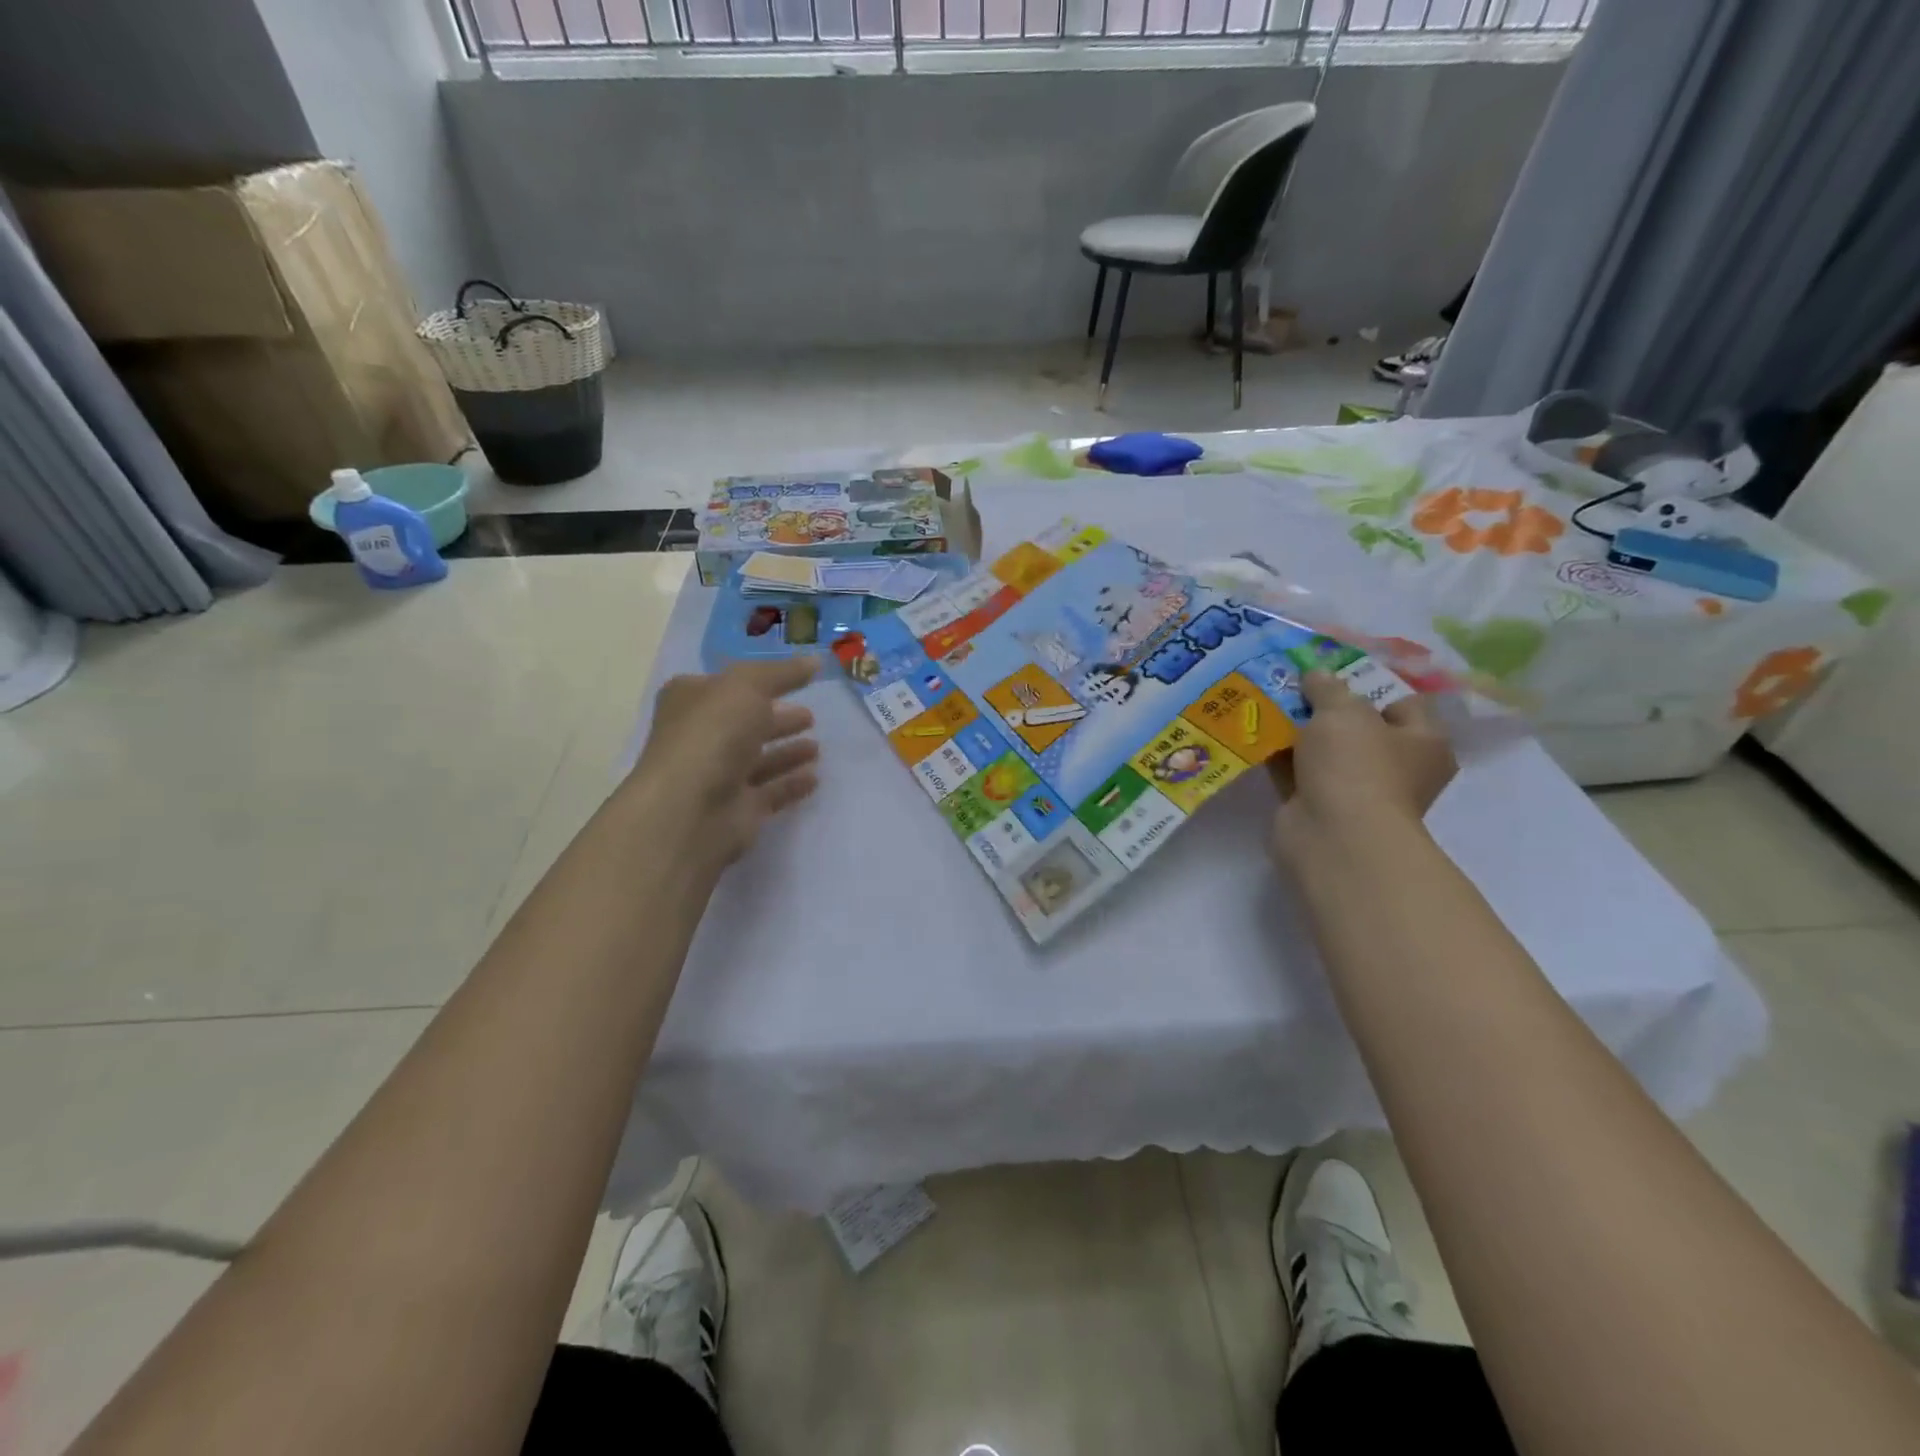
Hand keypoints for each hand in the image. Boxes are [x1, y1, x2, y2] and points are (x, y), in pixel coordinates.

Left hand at [630, 657, 821, 869]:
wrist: (690, 810)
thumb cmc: (712, 734)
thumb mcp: (747, 686)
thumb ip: (782, 673)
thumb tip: (815, 660)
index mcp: (692, 700)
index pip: (727, 684)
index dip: (759, 680)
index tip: (795, 679)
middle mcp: (702, 737)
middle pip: (745, 723)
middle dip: (776, 718)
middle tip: (810, 716)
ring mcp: (719, 775)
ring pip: (759, 759)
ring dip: (787, 752)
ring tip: (818, 746)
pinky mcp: (738, 809)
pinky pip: (771, 792)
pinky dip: (791, 783)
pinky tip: (815, 777)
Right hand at [1269, 671, 1455, 869]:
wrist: (1334, 836)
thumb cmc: (1357, 765)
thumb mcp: (1343, 710)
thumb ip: (1328, 687)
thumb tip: (1315, 675)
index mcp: (1423, 742)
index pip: (1402, 702)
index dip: (1368, 681)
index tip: (1332, 669)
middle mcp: (1395, 767)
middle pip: (1357, 726)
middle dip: (1323, 706)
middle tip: (1292, 682)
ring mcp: (1354, 789)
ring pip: (1322, 749)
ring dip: (1296, 730)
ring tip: (1265, 700)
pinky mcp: (1317, 805)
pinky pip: (1295, 772)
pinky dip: (1278, 755)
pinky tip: (1253, 732)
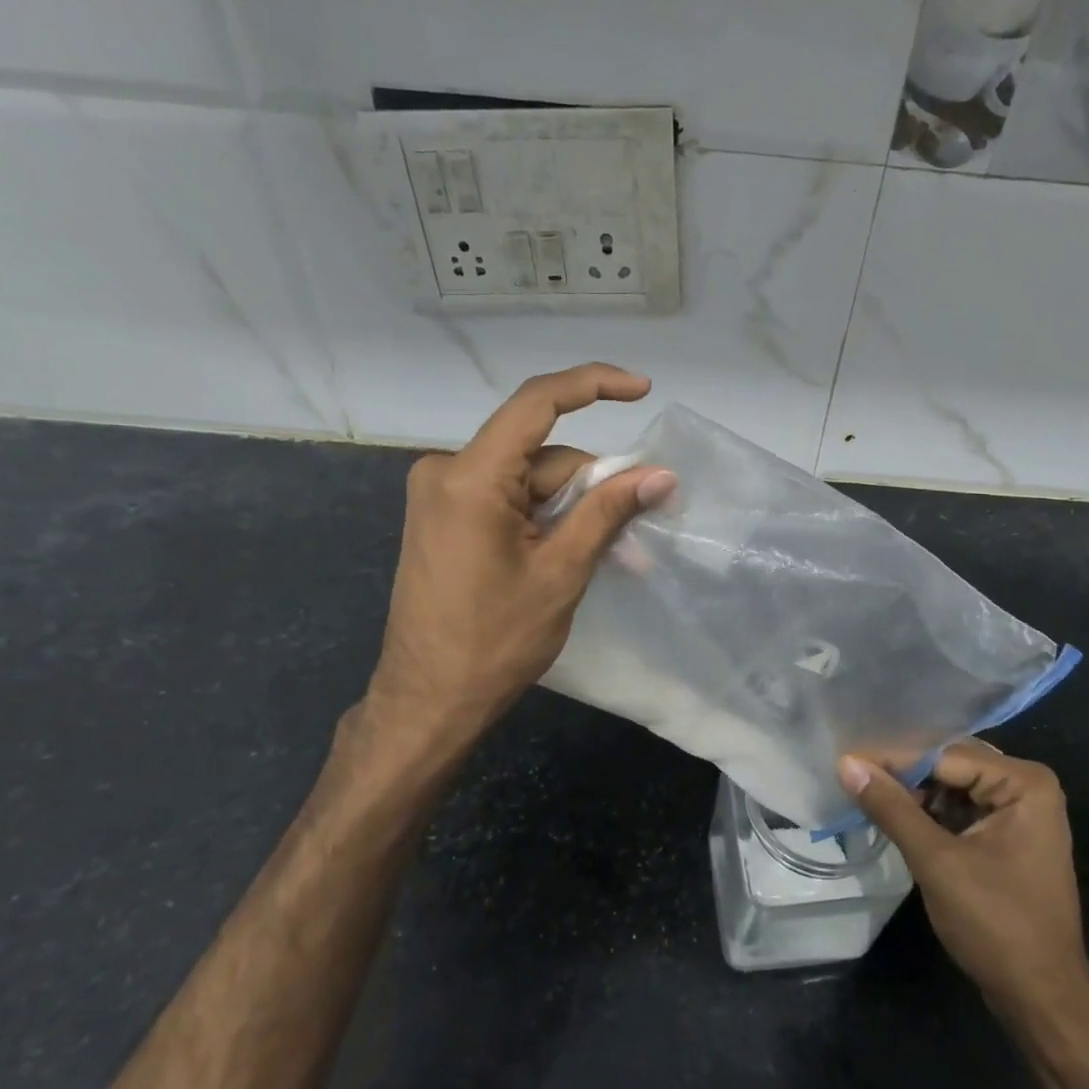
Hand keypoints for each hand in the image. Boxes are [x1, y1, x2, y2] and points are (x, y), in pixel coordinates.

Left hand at [357, 363, 675, 770]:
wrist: (427, 703)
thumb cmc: (493, 642)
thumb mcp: (561, 573)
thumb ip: (608, 512)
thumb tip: (661, 475)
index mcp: (470, 477)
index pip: (537, 403)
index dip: (593, 385)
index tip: (642, 390)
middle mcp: (447, 472)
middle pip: (543, 457)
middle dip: (595, 486)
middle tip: (642, 529)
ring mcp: (442, 497)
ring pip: (530, 482)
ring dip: (574, 512)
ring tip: (617, 557)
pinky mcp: (445, 520)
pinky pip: (509, 502)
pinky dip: (546, 521)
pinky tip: (574, 554)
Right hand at [838, 741, 1088, 1019]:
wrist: (1042, 1002)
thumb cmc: (996, 925)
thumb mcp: (937, 862)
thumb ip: (891, 807)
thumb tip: (846, 763)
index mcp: (1024, 783)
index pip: (945, 755)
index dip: (894, 759)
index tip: (846, 762)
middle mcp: (1027, 787)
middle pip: (950, 765)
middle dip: (903, 773)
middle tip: (851, 773)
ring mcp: (1020, 814)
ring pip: (952, 787)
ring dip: (912, 794)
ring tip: (864, 793)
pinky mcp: (1007, 838)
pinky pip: (960, 810)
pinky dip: (928, 814)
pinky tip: (893, 816)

------------------------------------------------------------

TASK STATEMENT: For the word "hand", show every line of the entries that holds it.

ANSWER FOR THIS EXERCISE:
Hand keypoints for each hand in the image. Boxes are [x1, y1, x2, y2] and points are (x, y), in pixel coordinates.
Left hand at [630, 657, 821, 869]:
Right hand at [1269, 671, 1455, 869]:
Hand keypoints for each hand in the image. Boxes are [x1, y1, x2, y2] and points are (x, y), in pixel coordinates.
Left hand at [357, 363, 675, 770]:
Right hand at [838, 741, 1088, 1019]:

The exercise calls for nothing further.